Added. Why consider this product? If $\mathbb{Z}[\sqrt{-d}]$, with $d$ an odd squarefree integer greater than $1$, is not a UFD, then $1+\sqrt{-d}$ will be part of a witness to this fact. You have $(1+\sqrt{-d})(1-\sqrt{-d}) = d^2+1$ is divisible by $2$, but neither $1+\sqrt{-d}$ nor $1-\sqrt{-d}$ are divisible by $2$ in $\mathbb{Z}[\sqrt{-d}]$. Also, $2$ is irreducible, because $a^2+db^2 = 2$ has no solutions when $d\gt 2$, so that shows that $2$ is an irreducible that is not a prime (since it divides a product but neither of the factors). So $1+\sqrt{-d}$ and $1-\sqrt{-d}$ are usually good sources of examples of things going wrong with factorizations into irreducibles in $\mathbb{Z}[\sqrt{-d}]$, when such things do indeed go wrong.

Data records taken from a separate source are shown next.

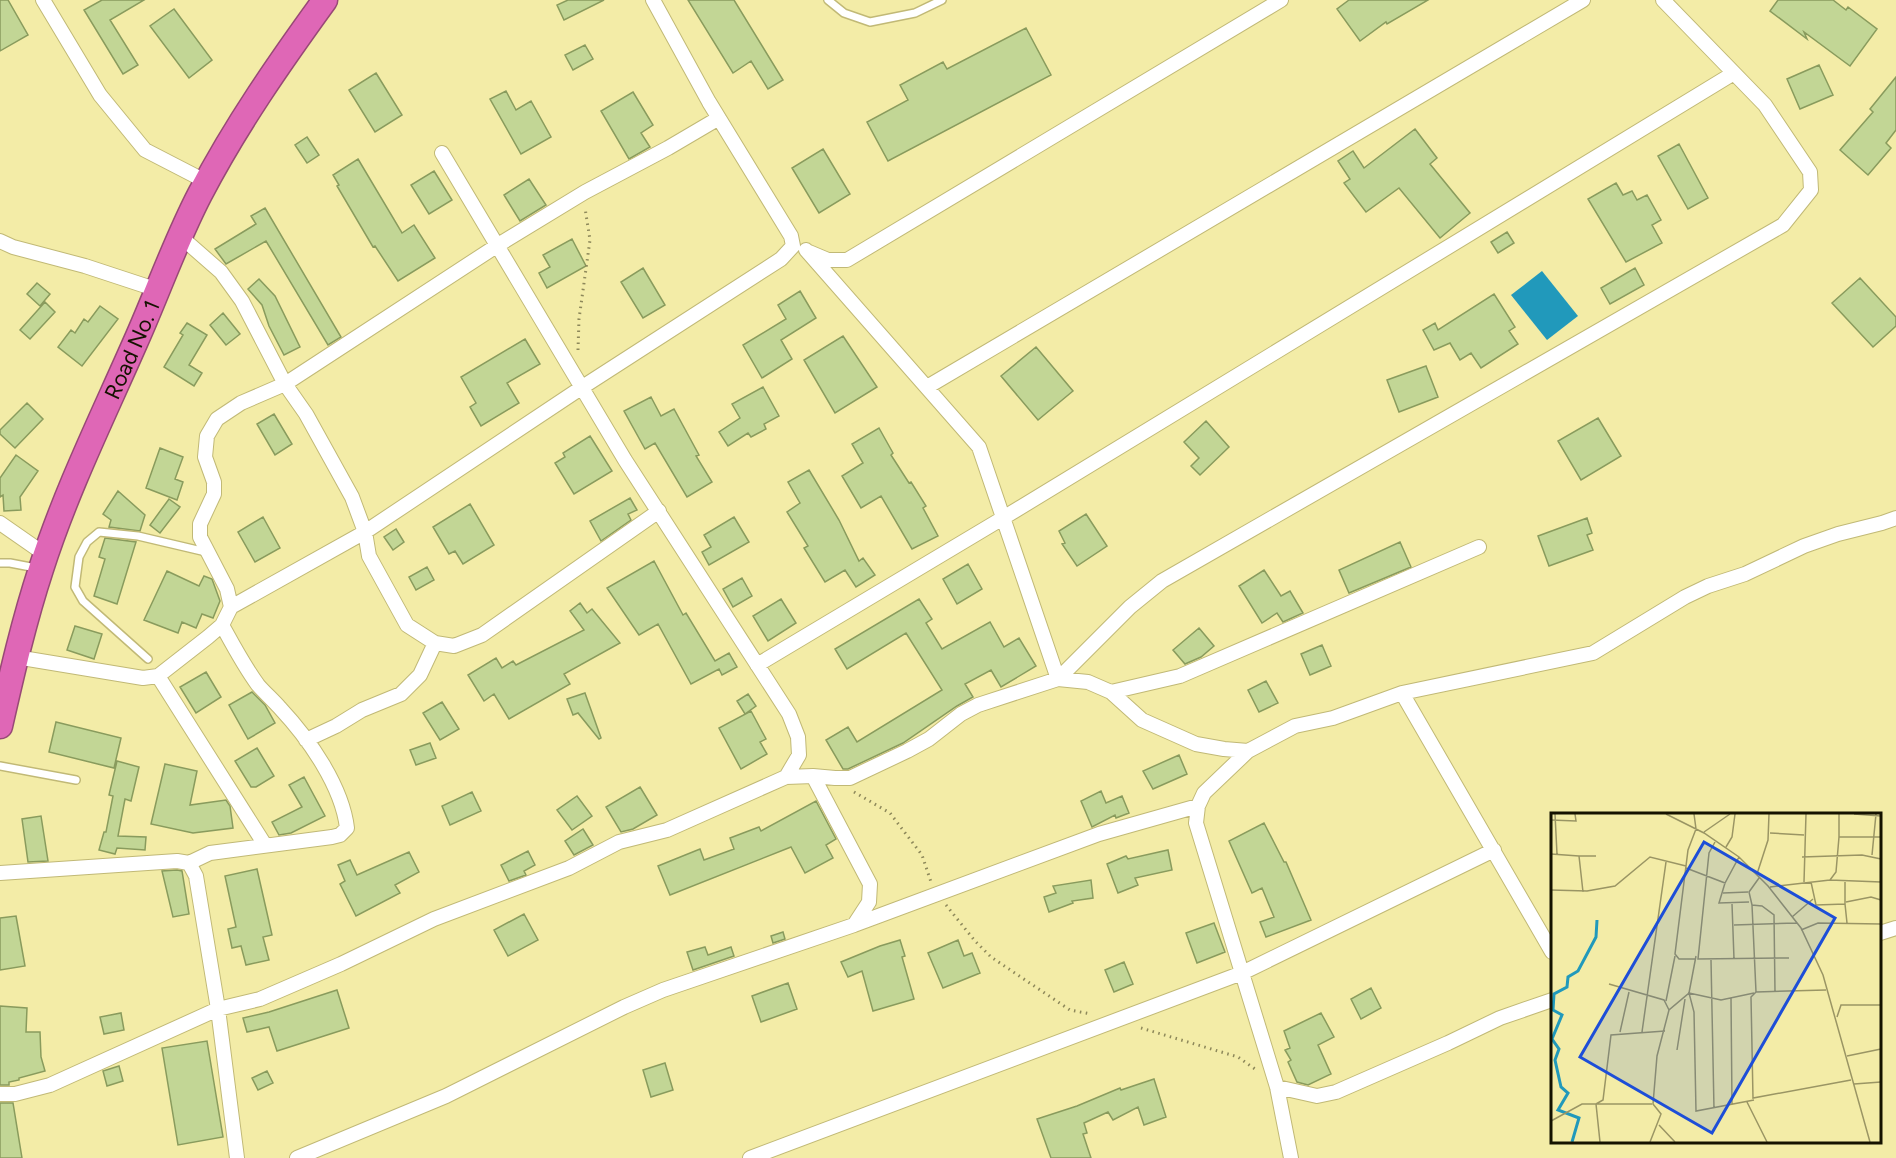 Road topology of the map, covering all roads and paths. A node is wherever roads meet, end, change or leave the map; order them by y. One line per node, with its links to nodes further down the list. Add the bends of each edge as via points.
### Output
1 (43, 0): 12 (street, via 100,95 145,150)
2 (325, 0): 12 (highway, Road No. 1, via 247,112)
3 (652, 0): 10 (street)
4 (828, 0): 5 (lane, via 844,13 870,22 915,13)
5 (942, 0)
6 (1281, 0): 17 (street, via 847,260 828,260)
7 (1583, 0): 21 (street)
8 (1663, 0): 9 (street)
9 (1734, 73): 24 (street); 39 (street, via 1765,105 1810,172 1811,190 1783,225 1162,581 1130,607)
10 (718, 118): 13 (street); 17 (street)
11 (442, 153): 16 (street)
12 (207, 182): 14 (highway, Road No. 1)
13 (585, 192): 16 (street); 19 (path, via 590,240)
14 (181, 237): 18 (highway, Road No. 1); 20 (street, via 221,272 242,301)
15 (0, 241): 18 (street)
16 (498, 245): 20 (street); 22 (street)
17 (799, 248): 21 (street); 22 (street)
18 (158, 290): 30 (highway, Road No. 1, via 74,480)
19 (578, 354)
20 (285, 384): 27 (street, via 332,459); 29 (street, via 241,403 217,419 207,436 205,458 214,494 200,524)
21 (927, 387): 24 (street, via 979,447)
22 (581, 388): 23 (street); 27 (street)
23 (659, 512): 34 (street, via 482,635 454,646); 37 (street)
24 (1003, 518): 37 (street); 39 (street)
25 (1896, 518): 42 (street, via 1804,546 1746,574 1708,586 1593,653)
26 (0, 523): 30 (street)
27 (365, 532): 32 (street); 34 (street, via 369,556 407,625)
28 (1479, 548): 41 (street, via 1190,672)
29 (206, 552): 32 (street, via 227,589); 36 (lane, via 138,536 99,532 79,557 75,587 82,601)
30 (44, 562): 31 (lane); 35 (highway, Road No. 1)
31 (0, 563)
32 (231, 607): 33 (street)
33 (222, 625): 38 (street); 44 (street, via 259,686)
34 (435, 643): 44 (street, via 420,675 401,694)
35 (16, 657): 38 (street, via 143,678); 40 (highway, Road No. 1)
36 (148, 659)
37 (757, 665): 48 (street, via 789,714 798,737 799,755)
38 (158, 676): 52 (street)
39 (1058, 679): 41 (street, via 1088,682); 47 (street, via 978,705 929,739 850,778)
40 (5, 685): 43 (highway, Road No. 1)
41 (1111, 692): 45 (street, via 1142,720 1172,734 1196,744)
42 (1402, 693): 45 (street, via 1333,718 1296,726); 53 (street)
43 (0, 726)
44 (306, 740): 52 (street, via 339,796 347,828 332,837)
45 (1248, 751): 51 (street, via 1204,794)
46 (0, 766): 49 (lane)
47 (813, 776): 48 (street); 57 (street, via 870,884 869,902)
48 (786, 777): 63 (street, via 667,830 619,842 569,868 434,919 260,999)
49 (76, 780)
50 (851, 790): 56 (path, via 890,813 922,855)
51 (1198, 806): 56 (street, via 1098,834); 61 (street, via 1196,823)
52 (265, 845): 54 (street, via 210,853)
53 (1494, 850): 60 (street); 61 (street)
54 (189, 862): 55 (street); 63 (street, via 196,876)
55 (0, 873)
56 (937, 894): 57 (street); 64 (path, via 991,957 1070,1010)
57 (854, 925): 68 (street, via 663,990 446,1096)
58 (1896, 928): 59 (street)
59 (1881, 933)
60 (1551, 950)
61 (1242, 973): 64 (street); 65 (street)
62 (1551, 1000): 65 (street, via 1500,1018 1336,1092 1317,1096)
63 (219, 1009): 66 (street, via 50,1085); 67 (street)
64 (1117, 1020): 65 (path, via 1238,1057); 69 (street)
65 (1277, 1087): 70 (street)
66 (0, 1094)
67 (237, 1158)
68 (297, 1158)
69 (750, 1158)
70 (1291, 1158)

Coda. Bill Dubuque will no doubt give you a general way to approach this kind of problem once he gets around to it. As I noted in the comments, the above was not meant to be a "method", or an "algorithm", or a "solution", but merely the thought process that led me to consider that product before expending too much effort dissecting this particular problem. Since it immediately gave a solution to the desired problem, that was all she wrote.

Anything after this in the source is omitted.